**EXERCISE DETAILS:** Set down every record exactly as it appears.
------------------------------------------------
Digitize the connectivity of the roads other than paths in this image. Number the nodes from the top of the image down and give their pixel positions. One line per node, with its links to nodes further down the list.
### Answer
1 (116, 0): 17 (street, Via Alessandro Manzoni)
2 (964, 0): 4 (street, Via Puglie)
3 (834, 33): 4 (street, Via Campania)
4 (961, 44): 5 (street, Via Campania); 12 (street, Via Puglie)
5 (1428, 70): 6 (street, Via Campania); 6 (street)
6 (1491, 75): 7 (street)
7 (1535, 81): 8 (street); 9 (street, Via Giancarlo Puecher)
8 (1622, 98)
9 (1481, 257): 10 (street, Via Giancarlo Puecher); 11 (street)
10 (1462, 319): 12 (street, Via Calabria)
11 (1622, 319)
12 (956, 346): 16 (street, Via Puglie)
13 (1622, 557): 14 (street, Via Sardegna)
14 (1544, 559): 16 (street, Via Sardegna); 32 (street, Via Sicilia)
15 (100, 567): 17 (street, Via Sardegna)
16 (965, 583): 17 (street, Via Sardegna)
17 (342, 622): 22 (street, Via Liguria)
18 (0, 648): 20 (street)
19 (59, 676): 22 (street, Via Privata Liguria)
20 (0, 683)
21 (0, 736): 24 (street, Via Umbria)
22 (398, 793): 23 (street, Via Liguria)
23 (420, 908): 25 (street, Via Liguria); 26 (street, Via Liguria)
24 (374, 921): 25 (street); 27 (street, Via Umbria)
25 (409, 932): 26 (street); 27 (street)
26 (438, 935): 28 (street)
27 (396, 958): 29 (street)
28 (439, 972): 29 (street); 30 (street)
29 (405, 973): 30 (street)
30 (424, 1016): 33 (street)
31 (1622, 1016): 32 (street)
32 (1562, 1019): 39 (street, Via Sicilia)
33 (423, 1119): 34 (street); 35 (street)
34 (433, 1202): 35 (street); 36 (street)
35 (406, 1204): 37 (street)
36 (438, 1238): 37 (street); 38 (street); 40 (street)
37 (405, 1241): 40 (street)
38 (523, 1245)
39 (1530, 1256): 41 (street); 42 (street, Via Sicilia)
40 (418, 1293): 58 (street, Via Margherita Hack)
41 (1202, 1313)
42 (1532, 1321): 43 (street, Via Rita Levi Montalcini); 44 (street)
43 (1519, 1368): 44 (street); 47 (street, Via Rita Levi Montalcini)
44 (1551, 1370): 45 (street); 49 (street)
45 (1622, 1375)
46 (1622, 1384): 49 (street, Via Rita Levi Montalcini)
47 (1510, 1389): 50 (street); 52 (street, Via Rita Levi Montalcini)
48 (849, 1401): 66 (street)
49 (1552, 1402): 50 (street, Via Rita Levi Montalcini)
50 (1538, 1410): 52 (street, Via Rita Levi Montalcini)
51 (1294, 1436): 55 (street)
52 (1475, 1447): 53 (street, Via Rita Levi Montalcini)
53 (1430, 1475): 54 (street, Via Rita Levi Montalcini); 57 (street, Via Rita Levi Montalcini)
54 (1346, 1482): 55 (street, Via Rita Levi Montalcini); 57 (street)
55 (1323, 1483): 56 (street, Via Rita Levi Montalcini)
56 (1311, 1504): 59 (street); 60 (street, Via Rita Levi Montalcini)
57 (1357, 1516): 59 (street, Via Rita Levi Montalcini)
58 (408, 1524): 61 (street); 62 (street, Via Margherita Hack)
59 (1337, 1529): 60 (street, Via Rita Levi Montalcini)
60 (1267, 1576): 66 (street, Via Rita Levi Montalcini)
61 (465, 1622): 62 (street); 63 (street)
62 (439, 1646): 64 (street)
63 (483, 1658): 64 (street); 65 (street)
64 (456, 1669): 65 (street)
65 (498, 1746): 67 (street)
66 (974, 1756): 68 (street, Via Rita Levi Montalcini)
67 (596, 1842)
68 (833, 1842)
------------------------------------------------
**THE COMPLETED TASK:**
Digitize the connectivity of the roads other than paths in this image. Number the nodes from the top of the image down and give their pixel positions. One line per node, with its links to nodes further down the list.
### Answer
1 (116, 0): 17 (street, Via Alessandro Manzoni)
2 (964, 0): 4 (street, Via Puglie)
3 (834, 33): 4 (street, Via Campania)
4 (961, 44): 5 (street, Via Campania); 12 (street, Via Puglie)
5 (1428, 70): 6 (street, Via Campania); 6 (street)
6 (1491, 75): 7 (street)
7 (1535, 81): 8 (street); 9 (street, Via Giancarlo Puecher)
8 (1622, 98)
9 (1481, 257): 10 (street, Via Giancarlo Puecher); 11 (street)
10 (1462, 319): 12 (street, Via Calabria)
11 (1622, 319)
12 (956, 346): 16 (street, Via Puglie)
13 (1622, 557): 14 (street, Via Sardegna)
14 (1544, 559): 16 (street, Via Sardegna); 32 (street, Via Sicilia)
15 (100, 567): 17 (street, Via Sardegna)
16 (965, 583): 17 (street, Via Sardegna)
17 (342, 622): 22 (street, Via Liguria)
18 (0, 648): 20 (street)
19 (59, 676): 22 (street, Via Privata Liguria)
20 (0, 683)
21 (0, 736): 24 (street, Via Umbria)
22 (398, 793): 23 (street, Via Liguria)
23 (420, 908): 25 (street, Via Liguria); 26 (street, Via Liguria)
24 (374, 921): 25 (street); 27 (street, Via Umbria)
25 (409, 932): 26 (street); 27 (street)
26 (438, 935): 28 (street)
27 (396, 958): 29 (street)
28 (439, 972): 29 (street); 30 (street)
29 (405, 973): 30 (street)
30 (424, 1016): 33 (street)
31 (1622, 1016): 32 (street)
32 (1562, 1019): 39 (street, Via Sicilia)
33 (423, 1119): 34 (street); 35 (street)
34 (433, 1202): 35 (street); 36 (street)
35 (406, 1204): 37 (street)
36 (438, 1238): 37 (street); 38 (street); 40 (street)
37 (405, 1241): 40 (street)
38 (523, 1245)
39 (1530, 1256): 41 (street); 42 (street, Via Sicilia)
40 (418, 1293): 58 (street, Via Margherita Hack)
41 (1202, 1313)
42 (1532, 1321): 43 (street, Via Rita Levi Montalcini); 44 (street)
43 (1519, 1368): 44 (street); 47 (street, Via Rita Levi Montalcini)
44 (1551, 1370): 45 (street); 49 (street)
45 (1622, 1375)
46 (1622, 1384): 49 (street, Via Rita Levi Montalcini)
47 (1510, 1389): 50 (street); 52 (street, Via Rita Levi Montalcini)
48 (849, 1401): 66 (street)
49 (1552, 1402): 50 (street, Via Rita Levi Montalcini)
50 (1538, 1410): 52 (street, Via Rita Levi Montalcini)
51 (1294, 1436): 55 (street)
52 (1475, 1447): 53 (street, Via Rita Levi Montalcini)
53 (1430, 1475): 54 (street, Via Rita Levi Montalcini); 57 (street, Via Rita Levi Montalcini)
54 (1346, 1482): 55 (street, Via Rita Levi Montalcini); 57 (street)
55 (1323, 1483): 56 (street, Via Rita Levi Montalcini)
56 (1311, 1504): 59 (street); 60 (street, Via Rita Levi Montalcini)
57 (1357, 1516): 59 (street, Via Rita Levi Montalcini)
58 (408, 1524): 61 (street); 62 (street, Via Margherita Hack)
59 (1337, 1529): 60 (street, Via Rita Levi Montalcini)
60 (1267, 1576): 66 (street, Via Rita Levi Montalcini)
61 (465, 1622): 62 (street); 63 (street)
62 (439, 1646): 64 (street)
63 (483, 1658): 64 (street); 65 (street)
64 (456, 1669): 65 (street)
65 (498, 1746): 67 (street)
66 (974, 1756): 68 (street, Via Rita Levi Montalcini)
67 (596, 1842)
68 (833, 1842)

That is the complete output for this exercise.